Let me throw my hat in the ring. Not doing anything too tricky here, I think.

#include <stdint.h>

uint64_t average_of_three(uint64_t a, uint64_t b, uint64_t c) {
  uint64_t hi = (a >> 32) + (b >> 32) + (c >> 32);
  uint64_t lo = hi + (a & 0xffffffff) + (b & 0xffffffff) + (c & 0xffffffff);
  return 0x55555555 * hi + lo / 3;
}

Following discussion below about different splits, here's a version that saves a multiply at the expense of three bitwise-ANDs:

T hi = (a >> 2) + (b >> 2) + (c >> 2);
T lo = (a & 3) + (b & 3) + (c & 3);
avg = hi + (hi + lo) / 3;

Answer 2

I'm not sure if it fits your requirements, but maybe it works to just calculate the result and then fixup the error from the overflow:

T average_of_3 (T a, T b, T c)
{
    T r = ((T) (a + b + c)) / 3;
    T o = (a > (T) ~b) + ((T) (a + b) > (T) (~c));
    if (o) r += ((T) 0x5555555555555555) << (o - 1);
    T rem = ((T) (a + b + c)) % 3;
    if (rem >= (3 - o)) ++r;
    return r;
}

[EDIT] Here is the best branch-and-compare-less version I can come up with. On my machine, this version actually has slightly higher throughput than njuffa's code. __builtin_add_overflow(x, y, r) is supported by gcc and clang and returns 1 if the sum x + y overflows the type of *r and 0 otherwise, so the calculation of o is equivalent to the portable code in the first version, but at least gcc produces better code with the builtin.

T average_of_3 (T a, T b, T c)
{
    T r = ((T) (a + b + c)) / 3;
    T rem = ((T) (a + b + c)) % 3;
    T dummy;
    T o = __builtin_add_overflow(a, b, &dummy) + __builtin_add_overflow((T) (a + b), c, &dummy);
    r += -((o - 1) & 0xaaaaaaaaaaaaaaab) ^ 0x5555555555555555;
    r += (rem + o + 1) >> 2;
    return r;
}

Answer 3

I answered the question you linked to already, so I am only answering the part that is different about this one: performance.

If you really cared about performance, then the answer is:

( a + b + c ) / 3

Since you cared about performance, you should have an intuition about the size of data you are working with. You should not have worried about overflow on addition (multiplication is another matter) of only 3 values, because if your data is already big enough to use the high bits of your chosen data type, you are in danger of overflow anyway and should have used a larger integer type. If you are overflowing on uint64_t, then you should really ask yourself why exactly do you need to count accurately up to 18 quintillion, and perhaps consider using float or double.

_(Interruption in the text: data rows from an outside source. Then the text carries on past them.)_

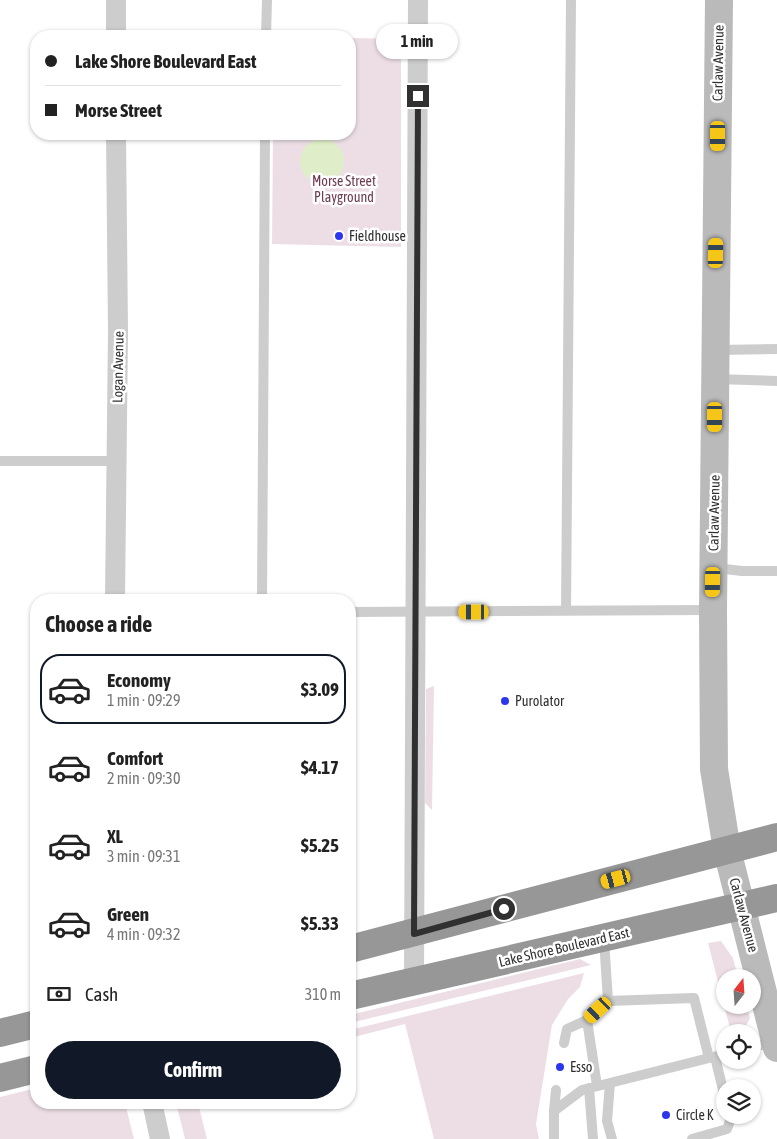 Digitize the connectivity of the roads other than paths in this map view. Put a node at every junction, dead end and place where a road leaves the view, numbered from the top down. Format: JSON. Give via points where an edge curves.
{"nodes":[{"id":1,"x":116,"y":0,"type":"edge"},
{"id":2,"x":267,"y":0,"type":"edge"},
{"id":3,"x":418,"y":0,"type":"edge"},
{"id":4,"x":571,"y":0,"type":"edge"},
{"id":5,"x":719,"y":0,"type":"edge"},
{"id":6,"x":116,"y":30,"type":"edge"},
{"id":7,"x":266,"y":30,"type":"edge"},
{"id":8,"x":116,"y":140,"type":"edge"},
{"id":9,"x":265,"y":140,"type":"edge"},
{"id":10,"x":777,"y":349,"type":"edge"},
{"id":11,"x":716,"y":350,"type":"junction"},
{"id":12,"x":715,"y":379,"type":"junction"},
{"id":13,"x":777,"y":381,"type":"edge"},
{"id":14,"x":116,"y":461,"type":"junction"},
{"id":15,"x":0,"y":462,"type":"edge"},
{"id":16,"x":714,"y":568,"type":"junction"},
{"id":17,"x":777,"y":571,"type":"edge"},
{"id":18,"x":115,"y":594,"type":"edge"},
{"id":19,"x":262,"y":594,"type":"edge"},
{"id":20,"x":713,"y":610,"type":"junction"},
{"id":21,"x":566,"y":611,"type":"junction"},
{"id":22,"x":356,"y":612,"type":"edge"},
{"id":23,"x":415,"y":613,"type":"junction"},
{"id":24,"x":777,"y":837,"type":"edge"},
{"id":25,"x":727,"y":850,"type":"junction"},
{"id":26,"x":777,"y":898,"type":"edge"},
{"id":27,"x":742,"y":907,"type":"junction"},
{"id":28,"x":414,"y":934,"type":"junction"},
{"id":29,"x":604,"y":938,"type":"junction"},
{"id":30,"x":356,"y":947,"type":"edge"},
{"id":31,"x":414,"y":981,"type":"junction"},
{"id":32,"x":356,"y":995,"type":"edge"},
{"id":33,"x":608,"y":1001,"type":"junction"},
{"id":34,"x":587,"y":1020,"type":"junction"},
{"id":35,"x":30,"y":1026,"type":"edge"},
{"id":36,"x":0,"y":1033,"type":"edge"},
{"id":37,"x":564,"y":1043,"type":"dead end"},
{"id":38,"x":768,"y":1046,"type":"edge"},
{"id":39,"x":716,"y":1056,"type":"edge"},
{"id":40,"x":30,"y":1070,"type":"edge"},
{"id":41,"x":0,"y":1078,"type":"edge"},
{"id":42,"x":610,"y":1083,"type":"junction"},
{"id":43,"x":590,"y":1088,"type":"junction"},
{"id":44,"x":556,"y":1090,"type":"dead end"},
{"id":45,"x":154,"y":1109,"type":"edge"},
{"id":46,"x":554,"y":1111,"type":"junction"},
{"id":47,"x":729,"y":1124,"type":"edge"},
{"id":48,"x":160,"y":1139,"type":"edge"},
{"id":49,"x":554,"y":1139,"type":"edge"},
{"id":50,"x":593,"y":1139,"type":"edge"},
{"id":51,"x":612,"y":1139,"type":"edge"},
{"id":52,"x":692,"y":1139,"type":"edge"}],
"edges":[{"from":1,"to":6,"type":"street"},
{"from":2,"to":7,"type":"lane"},
{"from":3,"to":23,"type":"street"},
{"from":4,"to":21,"type":"lane"},
{"from":5,"to":11,"type":"main road","name":"Carlaw Avenue"},
{"from":8,"to":14,"type":"street","name":"Logan Avenue"},
{"from":9,"to":19,"type":"lane"},
{"from":10,"to":11,"type":"lane"},
{"from":11,"to":12,"type":"main road","name":"Carlaw Avenue"},
{"from":12,"to":13,"type":"lane"},
{"from":12,"to":16,"type":"main road","name":"Carlaw Avenue"},
{"from":14,"to":15,"type":"lane"},
{"from":14,"to":18,"type":"street","name":"Logan Avenue"},
{"from":16,"to":17,"type":"lane"},
{"from":16,"to":20,"type":"main road","name":"Carlaw Avenue"},
{"from":20,"to":21,"type":"lane"},
{"from":20,"to":25,"type":"main road","name":"Carlaw Avenue","via":[[714,769]]},
{"from":21,"to":23,"type":"lane"},
{"from":22,"to":23,"type":"lane"},
{"from":23,"to":28,"type":"street"},
{"from":24,"to":25,"type":"highway"},
{"from":25,"to":27,"type":"main road","name":"Carlaw Avenue"},
{"from":25,"to":28,"type":"highway"},
{"from":26,"to":27,"type":"highway","name":"Lake Shore Boulevard East"},
{"from":27,"to":29,"type":"highway","name":"Lake Shore Boulevard East"},
{"from":27,"to":38,"type":"main road","name":"Carlaw Avenue"},
{"from":28,"to":30,"type":"highway"},
{"from":28,"to":31,"type":"street"},
{"from":29,"to":31,"type":"highway","name":"Lake Shore Boulevard East"},
{"from":29,"to":33,"type":"lane"},
{"from":31,"to":32,"type":"highway","name":"Lake Shore Boulevard East"},
{"from":33,"to":34,"type":"lane"},
{"from":33,"to":39,"type":"lane","via":[[694,998]]},
{"from":34,"to":37,"type":"lane","via":[[566,1029]]},
{"from":34,"to":43,"type":"lane"},
{"from":35,"to":36,"type":"highway"},
{"from":39,"to":42,"type":"lane"},
{"from":40,"to":41,"type":"highway"},
{"from":42,"to":43,"type":"lane"},
{"from":42,"to":51,"type":"lane","via":[[606,1120]]},
{"from":43,"to":46,"type":"lane"},
{"from":43,"to":50,"type":"lane"},
{"from":44,"to":46,"type":"lane"},
{"from":45,"to":48,"type":"street"},
{"from":46,"to":49,"type":"lane"},
{"from":47,"to":52,"type":"lane","via":[[727,1129]]}]}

Now, having said all that, I will give you my actual reply: It doesn't matter. The question doesn't come up in real life and when it does, perf doesn't matter.

It could be a real performance question if you are doing it a million times in SIMD, because there, you are really incentivized to use integers of smaller width and you may need that last bit of headroom, but that wasn't your question.